Pick out all lines with the word "node" from the records that follow.

> INPUT DATA:

^^^^^^^^^^^^^^^^

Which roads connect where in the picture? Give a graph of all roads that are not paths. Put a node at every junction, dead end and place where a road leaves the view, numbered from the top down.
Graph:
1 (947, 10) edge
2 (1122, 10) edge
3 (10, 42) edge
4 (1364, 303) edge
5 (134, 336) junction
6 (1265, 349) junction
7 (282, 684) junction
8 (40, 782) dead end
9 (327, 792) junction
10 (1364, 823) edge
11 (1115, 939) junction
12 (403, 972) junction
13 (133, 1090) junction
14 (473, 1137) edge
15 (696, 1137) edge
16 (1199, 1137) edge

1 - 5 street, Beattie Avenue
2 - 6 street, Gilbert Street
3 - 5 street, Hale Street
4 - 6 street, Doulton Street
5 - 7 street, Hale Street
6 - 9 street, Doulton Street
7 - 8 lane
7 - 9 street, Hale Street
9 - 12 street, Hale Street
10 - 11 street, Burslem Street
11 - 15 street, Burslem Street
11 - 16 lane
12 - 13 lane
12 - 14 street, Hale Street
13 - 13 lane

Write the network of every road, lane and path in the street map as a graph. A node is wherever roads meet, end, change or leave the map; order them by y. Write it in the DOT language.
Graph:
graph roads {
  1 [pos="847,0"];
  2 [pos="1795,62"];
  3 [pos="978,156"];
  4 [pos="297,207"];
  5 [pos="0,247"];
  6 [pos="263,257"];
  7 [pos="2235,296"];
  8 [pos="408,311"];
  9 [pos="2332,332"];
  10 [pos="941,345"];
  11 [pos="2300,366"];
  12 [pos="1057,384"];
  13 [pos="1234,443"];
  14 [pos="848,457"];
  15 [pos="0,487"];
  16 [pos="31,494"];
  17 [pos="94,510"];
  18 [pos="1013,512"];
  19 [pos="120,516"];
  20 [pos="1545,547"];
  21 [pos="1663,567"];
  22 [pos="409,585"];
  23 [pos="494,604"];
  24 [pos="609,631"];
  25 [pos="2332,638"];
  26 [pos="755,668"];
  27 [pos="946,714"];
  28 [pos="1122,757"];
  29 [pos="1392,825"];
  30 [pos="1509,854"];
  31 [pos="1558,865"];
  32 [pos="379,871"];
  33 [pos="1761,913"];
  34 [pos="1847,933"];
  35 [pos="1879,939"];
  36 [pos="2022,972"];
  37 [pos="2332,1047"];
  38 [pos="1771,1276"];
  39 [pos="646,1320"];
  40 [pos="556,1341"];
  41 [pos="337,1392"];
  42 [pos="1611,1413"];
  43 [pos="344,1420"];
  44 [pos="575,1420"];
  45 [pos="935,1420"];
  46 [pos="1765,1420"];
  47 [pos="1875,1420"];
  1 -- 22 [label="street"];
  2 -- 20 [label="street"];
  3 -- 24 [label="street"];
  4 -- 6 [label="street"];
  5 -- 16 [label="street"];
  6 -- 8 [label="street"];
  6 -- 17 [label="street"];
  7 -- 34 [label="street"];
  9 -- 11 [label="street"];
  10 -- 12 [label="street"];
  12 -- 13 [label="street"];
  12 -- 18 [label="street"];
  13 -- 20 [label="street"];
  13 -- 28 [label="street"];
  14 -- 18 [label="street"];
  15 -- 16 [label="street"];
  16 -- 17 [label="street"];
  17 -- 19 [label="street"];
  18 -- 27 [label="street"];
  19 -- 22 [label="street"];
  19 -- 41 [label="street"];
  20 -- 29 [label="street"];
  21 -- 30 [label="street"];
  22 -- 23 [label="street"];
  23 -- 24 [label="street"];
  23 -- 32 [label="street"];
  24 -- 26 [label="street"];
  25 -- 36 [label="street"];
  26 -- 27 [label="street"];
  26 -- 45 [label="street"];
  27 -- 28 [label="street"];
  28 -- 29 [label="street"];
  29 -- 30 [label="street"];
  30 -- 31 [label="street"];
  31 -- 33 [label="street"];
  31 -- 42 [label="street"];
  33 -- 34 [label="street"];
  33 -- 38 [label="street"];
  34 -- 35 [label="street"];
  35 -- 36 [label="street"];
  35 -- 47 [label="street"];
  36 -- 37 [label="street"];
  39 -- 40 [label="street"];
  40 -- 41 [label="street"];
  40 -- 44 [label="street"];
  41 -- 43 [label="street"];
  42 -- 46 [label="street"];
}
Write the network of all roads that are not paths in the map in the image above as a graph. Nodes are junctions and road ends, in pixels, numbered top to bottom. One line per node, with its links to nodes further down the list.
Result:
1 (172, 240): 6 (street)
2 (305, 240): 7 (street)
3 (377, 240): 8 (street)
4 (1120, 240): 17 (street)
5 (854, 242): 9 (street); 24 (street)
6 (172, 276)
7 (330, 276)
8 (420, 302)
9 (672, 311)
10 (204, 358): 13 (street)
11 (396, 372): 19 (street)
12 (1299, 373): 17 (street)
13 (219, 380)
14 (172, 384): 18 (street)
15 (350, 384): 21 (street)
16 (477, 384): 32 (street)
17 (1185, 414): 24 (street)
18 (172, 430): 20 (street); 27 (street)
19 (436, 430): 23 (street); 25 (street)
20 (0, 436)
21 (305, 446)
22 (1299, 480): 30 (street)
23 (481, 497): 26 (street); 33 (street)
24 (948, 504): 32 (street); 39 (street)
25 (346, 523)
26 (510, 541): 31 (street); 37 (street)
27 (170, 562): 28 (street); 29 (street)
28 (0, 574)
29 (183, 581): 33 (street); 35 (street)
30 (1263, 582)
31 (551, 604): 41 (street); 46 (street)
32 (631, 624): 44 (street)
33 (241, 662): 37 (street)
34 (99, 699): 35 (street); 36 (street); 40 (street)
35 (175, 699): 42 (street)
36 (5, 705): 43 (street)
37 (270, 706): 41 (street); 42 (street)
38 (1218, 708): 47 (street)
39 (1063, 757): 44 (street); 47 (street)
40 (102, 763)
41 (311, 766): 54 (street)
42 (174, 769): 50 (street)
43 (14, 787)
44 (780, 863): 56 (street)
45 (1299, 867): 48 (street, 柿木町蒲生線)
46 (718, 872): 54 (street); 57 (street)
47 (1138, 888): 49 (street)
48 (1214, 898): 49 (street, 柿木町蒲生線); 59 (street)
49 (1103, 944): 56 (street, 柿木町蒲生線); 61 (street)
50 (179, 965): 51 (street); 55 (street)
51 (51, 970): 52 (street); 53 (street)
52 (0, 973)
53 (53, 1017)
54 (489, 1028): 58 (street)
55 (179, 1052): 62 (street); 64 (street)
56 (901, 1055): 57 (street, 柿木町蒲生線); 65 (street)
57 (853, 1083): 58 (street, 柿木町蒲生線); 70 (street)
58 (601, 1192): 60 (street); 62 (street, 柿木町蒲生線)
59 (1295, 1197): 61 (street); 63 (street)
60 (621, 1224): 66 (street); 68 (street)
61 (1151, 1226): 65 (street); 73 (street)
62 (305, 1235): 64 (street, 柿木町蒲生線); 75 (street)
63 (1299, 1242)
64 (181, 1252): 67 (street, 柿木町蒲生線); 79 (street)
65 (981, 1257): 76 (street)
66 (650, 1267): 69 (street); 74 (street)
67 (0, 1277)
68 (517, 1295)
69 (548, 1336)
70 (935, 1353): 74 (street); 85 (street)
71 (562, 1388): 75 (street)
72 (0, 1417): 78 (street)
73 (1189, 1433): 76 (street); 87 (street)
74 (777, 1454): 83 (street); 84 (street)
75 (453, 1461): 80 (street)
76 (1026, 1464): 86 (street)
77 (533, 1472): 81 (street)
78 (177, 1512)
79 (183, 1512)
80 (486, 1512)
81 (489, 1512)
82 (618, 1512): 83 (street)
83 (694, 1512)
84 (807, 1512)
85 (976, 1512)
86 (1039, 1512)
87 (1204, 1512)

^^^^^^^^^^^^^^^^

> RESPONSE TO THE TASK:
Which roads connect where in the picture? Give a graph of all roads that are not paths. Put a node at every junction, dead end and place where a road leaves the view, numbered from the top down.
Write the network of every road, lane and path in the street map as a graph. A node is wherever roads meet, end, change or leave the map; order them by y. Write it in the DOT language.
Write the network of all roads that are not paths in the map in the image above as a graph. Nodes are junctions and road ends, in pixels, numbered top to bottom. One line per node, with its links to nodes further down the list.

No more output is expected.